Stored data entries
Content starts

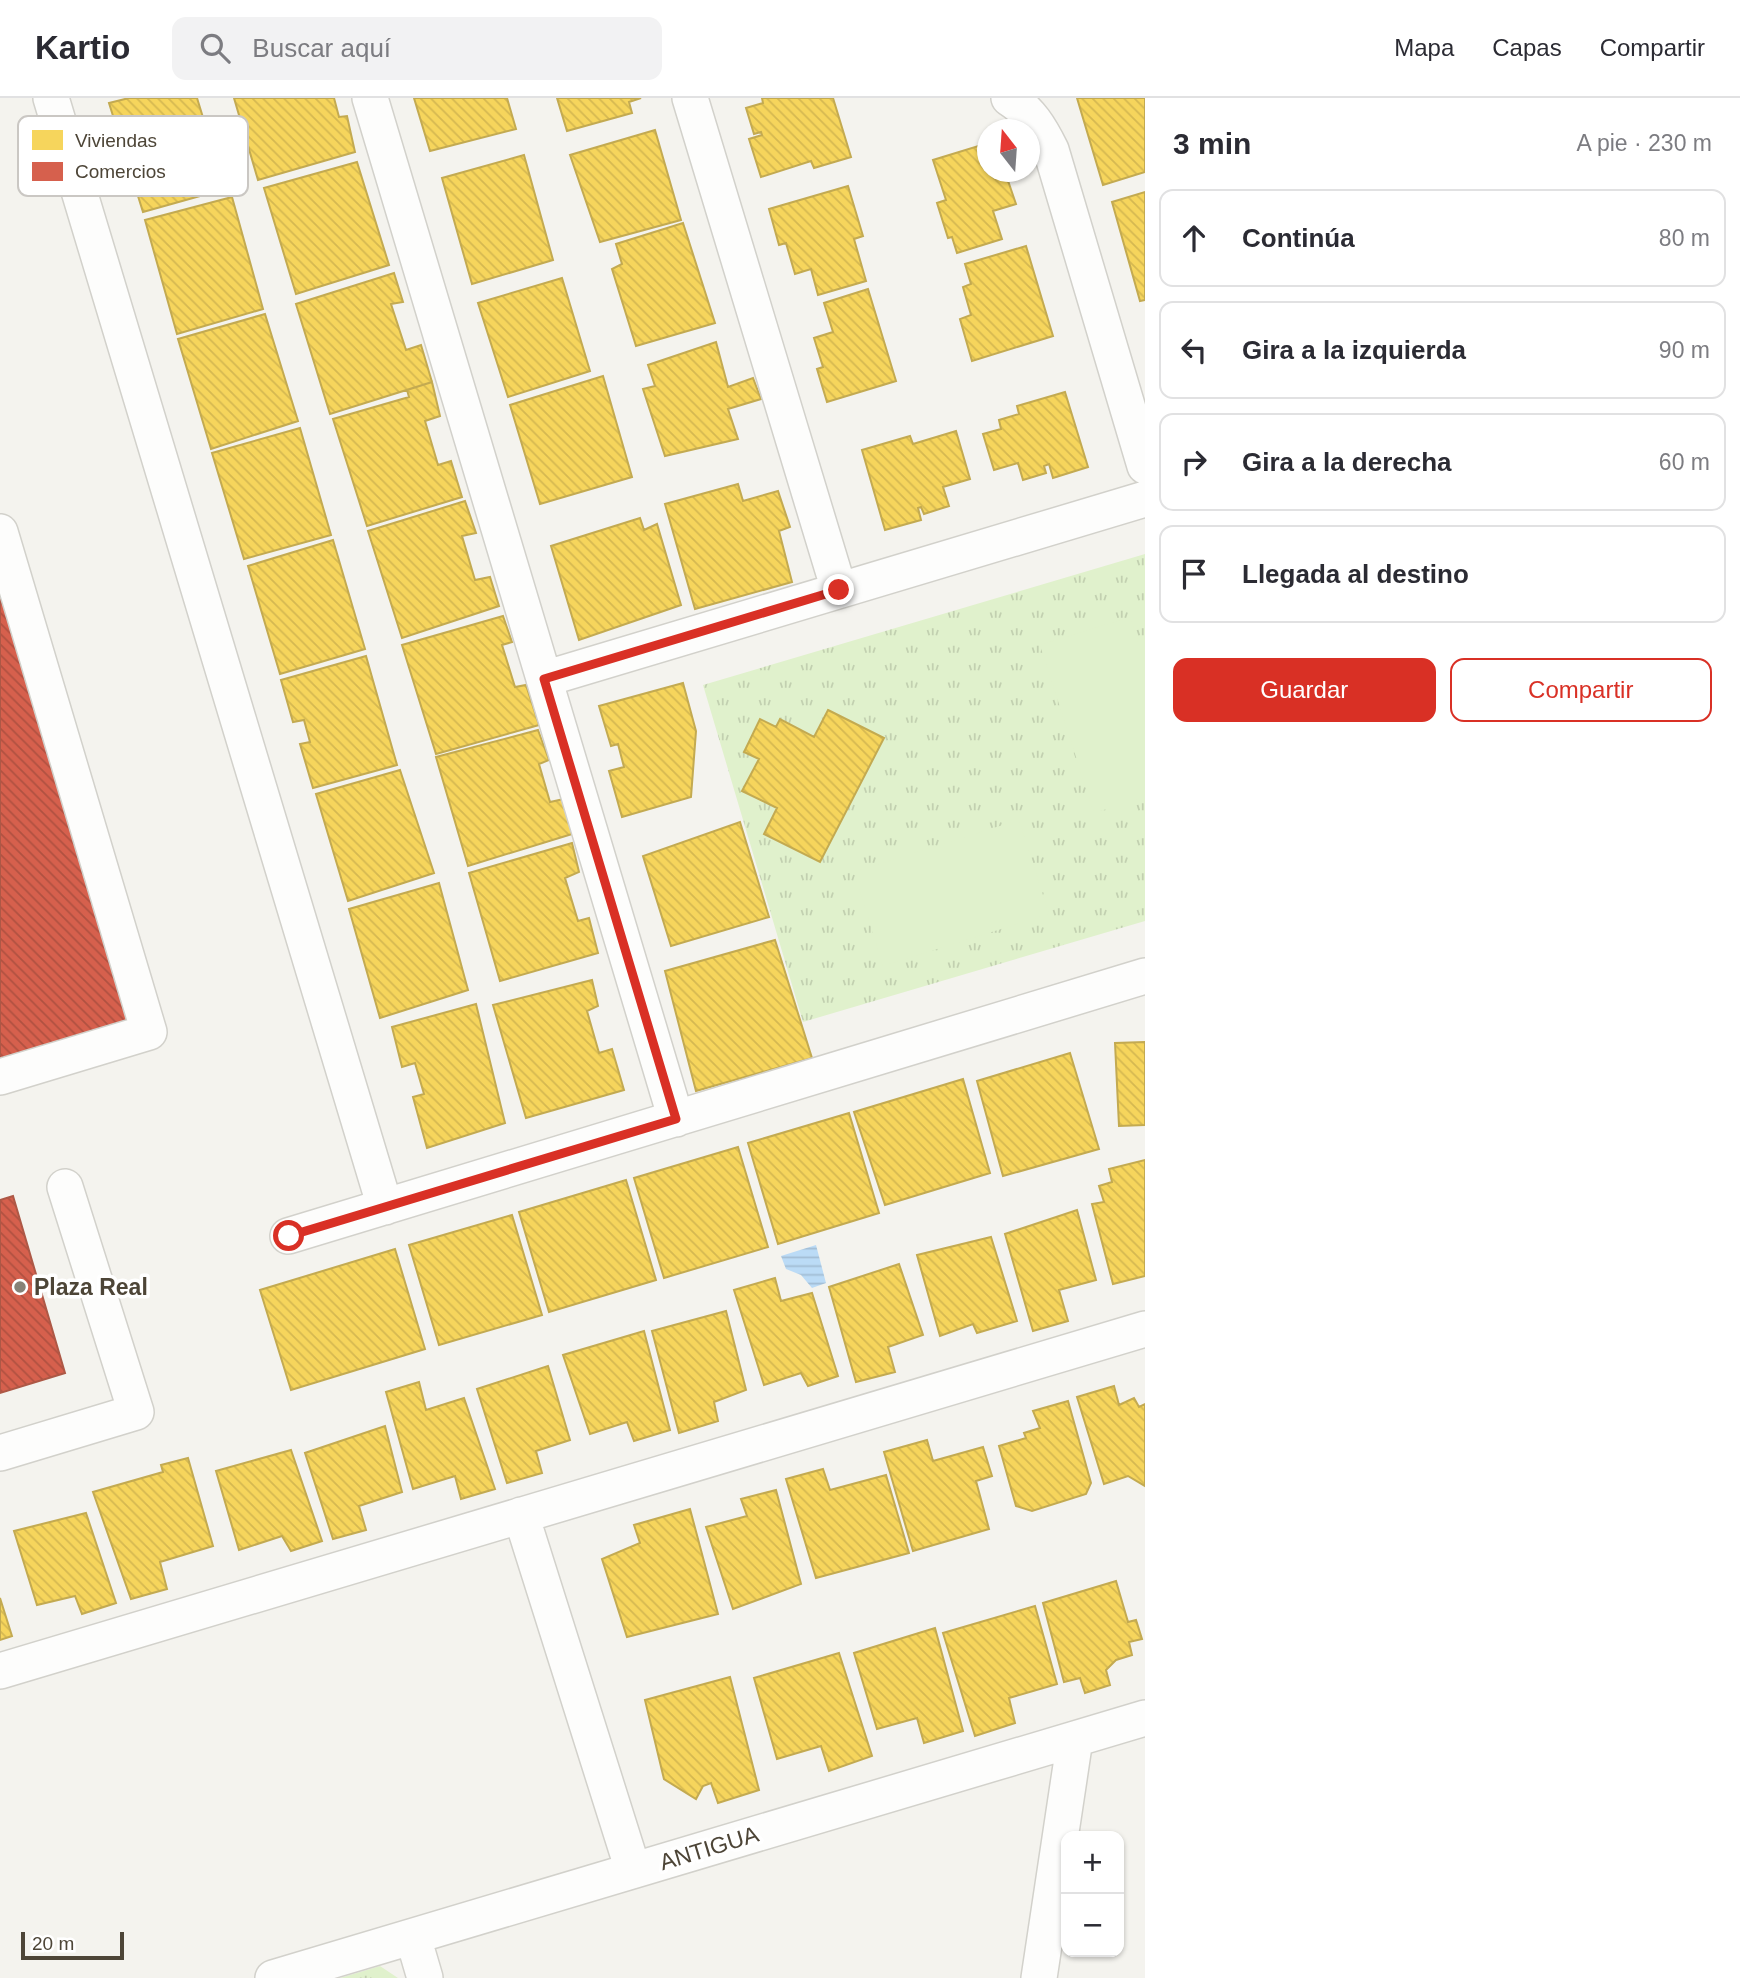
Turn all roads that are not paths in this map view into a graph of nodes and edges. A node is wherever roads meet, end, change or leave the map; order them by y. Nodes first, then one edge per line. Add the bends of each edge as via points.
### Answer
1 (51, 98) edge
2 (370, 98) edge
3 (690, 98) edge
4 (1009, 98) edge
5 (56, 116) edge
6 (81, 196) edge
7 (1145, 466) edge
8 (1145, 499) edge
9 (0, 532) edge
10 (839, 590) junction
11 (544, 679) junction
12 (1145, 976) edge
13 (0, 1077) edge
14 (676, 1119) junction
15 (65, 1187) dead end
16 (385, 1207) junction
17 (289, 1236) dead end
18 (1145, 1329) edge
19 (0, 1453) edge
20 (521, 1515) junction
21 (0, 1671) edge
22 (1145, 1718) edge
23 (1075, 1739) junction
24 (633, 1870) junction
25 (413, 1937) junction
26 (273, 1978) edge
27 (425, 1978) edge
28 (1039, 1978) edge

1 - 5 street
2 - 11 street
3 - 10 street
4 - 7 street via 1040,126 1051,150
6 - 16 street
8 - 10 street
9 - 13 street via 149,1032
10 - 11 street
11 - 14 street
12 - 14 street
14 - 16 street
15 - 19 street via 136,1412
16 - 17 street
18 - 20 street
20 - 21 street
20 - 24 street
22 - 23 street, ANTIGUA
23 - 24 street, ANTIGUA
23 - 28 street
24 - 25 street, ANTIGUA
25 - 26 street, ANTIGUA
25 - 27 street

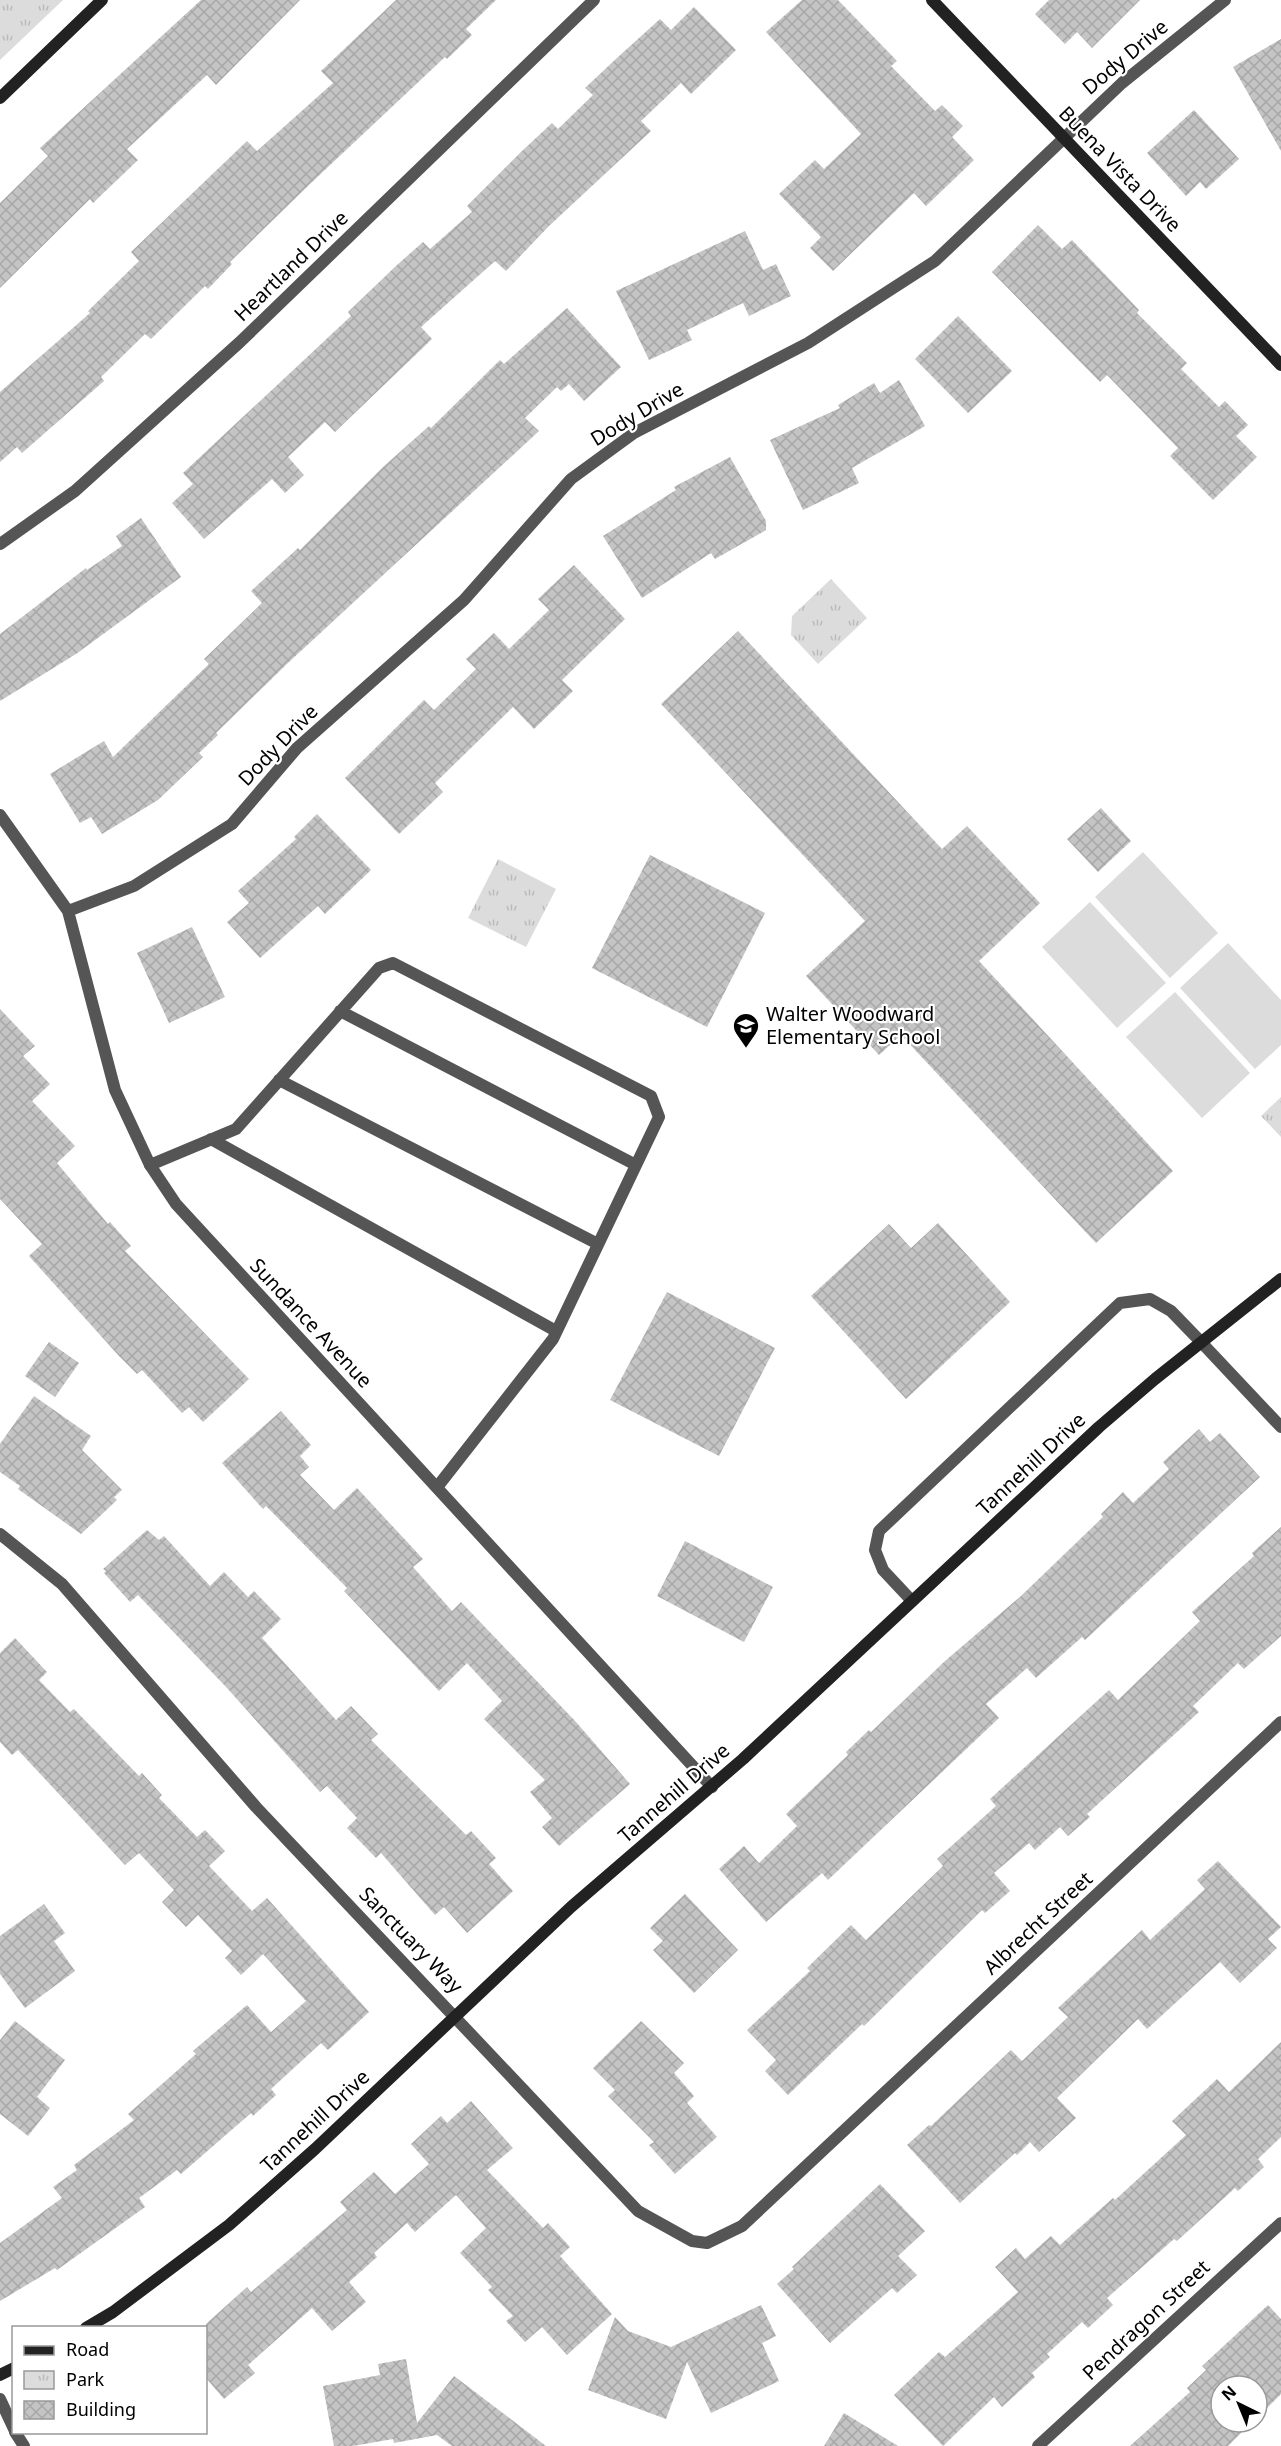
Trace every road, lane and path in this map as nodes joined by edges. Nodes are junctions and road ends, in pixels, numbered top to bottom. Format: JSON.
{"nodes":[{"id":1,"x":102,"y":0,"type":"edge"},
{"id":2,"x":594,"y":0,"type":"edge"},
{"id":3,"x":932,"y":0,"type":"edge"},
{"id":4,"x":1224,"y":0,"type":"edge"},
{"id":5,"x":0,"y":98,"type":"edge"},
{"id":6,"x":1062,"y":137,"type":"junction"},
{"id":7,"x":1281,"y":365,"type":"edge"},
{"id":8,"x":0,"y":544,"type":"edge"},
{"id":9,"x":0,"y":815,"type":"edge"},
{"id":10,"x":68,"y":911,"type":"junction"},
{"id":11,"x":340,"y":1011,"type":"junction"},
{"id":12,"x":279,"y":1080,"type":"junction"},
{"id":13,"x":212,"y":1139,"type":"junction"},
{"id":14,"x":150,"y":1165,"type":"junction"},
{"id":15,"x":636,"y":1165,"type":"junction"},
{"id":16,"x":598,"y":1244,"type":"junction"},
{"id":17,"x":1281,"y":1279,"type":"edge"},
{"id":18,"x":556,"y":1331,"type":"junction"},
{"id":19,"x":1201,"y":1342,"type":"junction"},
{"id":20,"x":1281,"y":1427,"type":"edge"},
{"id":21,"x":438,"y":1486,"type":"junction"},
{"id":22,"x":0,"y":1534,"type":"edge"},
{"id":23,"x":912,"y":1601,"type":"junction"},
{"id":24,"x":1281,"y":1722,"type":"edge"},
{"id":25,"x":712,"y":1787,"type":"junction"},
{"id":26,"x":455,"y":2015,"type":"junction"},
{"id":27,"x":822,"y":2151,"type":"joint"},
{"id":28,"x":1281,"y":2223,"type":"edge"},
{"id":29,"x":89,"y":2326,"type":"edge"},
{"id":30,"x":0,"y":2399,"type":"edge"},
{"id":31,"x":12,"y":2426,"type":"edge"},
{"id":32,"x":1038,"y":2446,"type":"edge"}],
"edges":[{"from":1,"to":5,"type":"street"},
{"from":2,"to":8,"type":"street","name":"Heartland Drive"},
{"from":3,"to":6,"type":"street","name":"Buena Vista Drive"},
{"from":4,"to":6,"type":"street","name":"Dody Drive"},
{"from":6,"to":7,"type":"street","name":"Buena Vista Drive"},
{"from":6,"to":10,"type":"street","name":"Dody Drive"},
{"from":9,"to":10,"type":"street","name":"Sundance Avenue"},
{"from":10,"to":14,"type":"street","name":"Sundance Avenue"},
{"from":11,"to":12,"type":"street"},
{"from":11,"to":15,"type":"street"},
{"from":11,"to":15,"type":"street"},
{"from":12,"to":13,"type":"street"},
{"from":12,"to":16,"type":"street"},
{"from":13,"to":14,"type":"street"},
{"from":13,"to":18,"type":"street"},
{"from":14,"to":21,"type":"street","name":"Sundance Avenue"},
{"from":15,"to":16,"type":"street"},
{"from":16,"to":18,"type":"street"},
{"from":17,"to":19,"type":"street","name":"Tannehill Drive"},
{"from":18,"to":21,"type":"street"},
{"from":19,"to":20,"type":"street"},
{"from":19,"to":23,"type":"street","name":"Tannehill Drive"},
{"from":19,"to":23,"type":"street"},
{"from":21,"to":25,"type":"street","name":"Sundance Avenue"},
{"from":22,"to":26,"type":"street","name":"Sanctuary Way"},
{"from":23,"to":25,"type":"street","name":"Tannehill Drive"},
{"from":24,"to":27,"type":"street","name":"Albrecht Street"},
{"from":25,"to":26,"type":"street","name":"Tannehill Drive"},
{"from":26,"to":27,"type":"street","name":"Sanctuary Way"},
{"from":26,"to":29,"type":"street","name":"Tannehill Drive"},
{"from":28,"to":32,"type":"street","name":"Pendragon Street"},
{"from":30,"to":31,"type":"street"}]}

Content ends

» The task
Lines with "Avenue" in the records above: copy every one of them.

» Response box
{"from":9,"to":10,"type":"street","name":"Sundance Avenue"},
{"from":10,"to":14,"type":"street","name":"Sundance Avenue"},
{"from":14,"to":21,"type":"street","name":"Sundance Avenue"},
{"from":21,"to":25,"type":"street","name":"Sundance Avenue"},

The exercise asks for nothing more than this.